I. Signor Alberto, scegliete qual cosa vi aggradirebbe di più rispetto ad amore, dal momento che la tentazione ne è cosi forte: o possedere la vostra donna ciascun giorno vestita e calzata in un palazzo; ovvero in una stanza, senza lume, tenerla tutta nuda, come più vi piacerebbe, ciascuna notte in un ricco letto? Voi potete ora scegliere, chè quanto a me so bene qual cosa preferirei.

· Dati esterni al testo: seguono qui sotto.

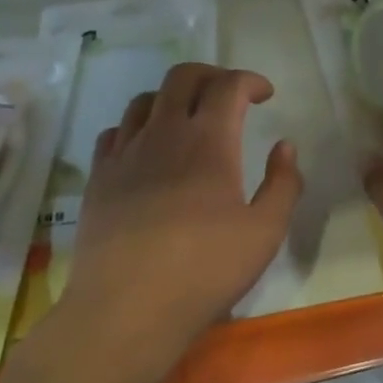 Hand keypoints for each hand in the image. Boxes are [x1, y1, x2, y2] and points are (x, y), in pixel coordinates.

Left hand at [63, 63, 301, 367]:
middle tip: (229, 95)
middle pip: (182, 77)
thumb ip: (283, 184)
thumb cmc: (205, 270)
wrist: (127, 307)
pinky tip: (146, 149)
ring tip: (187, 119)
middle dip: (211, 75)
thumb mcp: (265, 232)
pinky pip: (115, 132)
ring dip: (172, 98)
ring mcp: (125, 153)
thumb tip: (284, 147)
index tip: (265, 94)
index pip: (228, 86)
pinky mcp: (98, 177)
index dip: (250, 80)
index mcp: (209, 141)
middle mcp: (163, 133)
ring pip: (145, 100)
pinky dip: (137, 127) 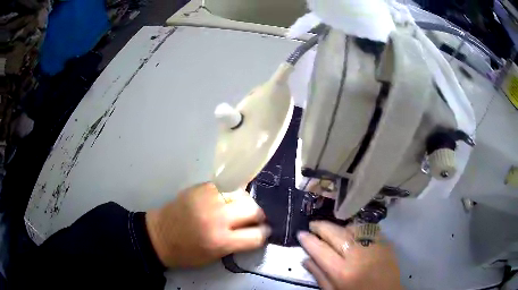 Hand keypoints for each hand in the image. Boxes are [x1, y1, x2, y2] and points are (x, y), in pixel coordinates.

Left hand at [145, 182, 270, 267]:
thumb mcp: (215, 256)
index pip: (257, 235)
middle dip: (258, 216)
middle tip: (252, 219)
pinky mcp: (200, 188)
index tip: (263, 232)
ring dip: (244, 202)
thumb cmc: (187, 253)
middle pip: (253, 209)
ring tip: (238, 208)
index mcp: (221, 241)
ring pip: (242, 194)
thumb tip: (254, 230)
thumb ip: (237, 243)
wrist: (159, 236)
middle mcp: (217, 218)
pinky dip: (230, 194)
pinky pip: (225, 187)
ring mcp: (208, 200)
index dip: (263, 234)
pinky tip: (224, 200)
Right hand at [298, 221, 401, 289]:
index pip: (321, 250)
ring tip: (333, 230)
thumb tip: (306, 259)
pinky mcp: (385, 243)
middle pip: (336, 234)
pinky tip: (352, 232)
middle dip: (321, 226)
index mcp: (342, 272)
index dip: (308, 240)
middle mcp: (358, 256)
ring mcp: (374, 247)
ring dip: (340, 226)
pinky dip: (356, 228)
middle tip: (313, 224)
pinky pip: (368, 229)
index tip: (301, 233)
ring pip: (353, 227)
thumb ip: (319, 276) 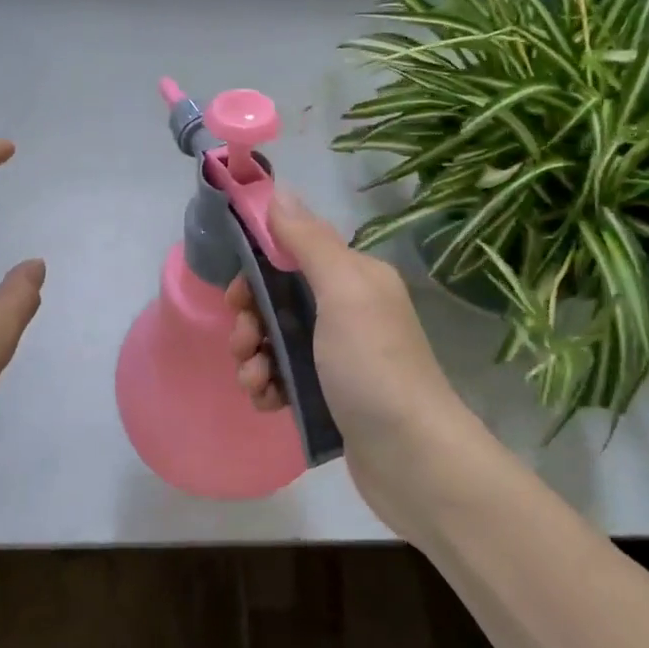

II. Amico Simone, ben vi dico senza menzogna ch'io preferisco le mille volte possedere una donna in pace ciascun giorno ben calzata e vestita in una camera, in un luogo sicuro e senza noie, che avere quella, che vorrei, in particolare tutta nuda senza luce, chè non vorrei avere in mio potere una donna senza vederla, neppure se alcuno mi donasse Edessa. E vi affermo che non prenderò mai altra decisione.
III. Amico Alberto, io preferisco invece tenere in luogo acconcio di notte oscura la mia dama in modo da poterle toccare il petto e le dure mammelle, sì da raggiungere a mio talento lo scopo mio amoroso; la qual cosa non posso fare quando essa ha i suoi abbigliamenti. Ciò sapete bene e so che mi darete ragione; chè se durante la giornata la vedo vestita e non la tocco, ciò significa che non mi interessa molto vedere il suo corpo. Dunque io parlo bene, se volete essere giusto.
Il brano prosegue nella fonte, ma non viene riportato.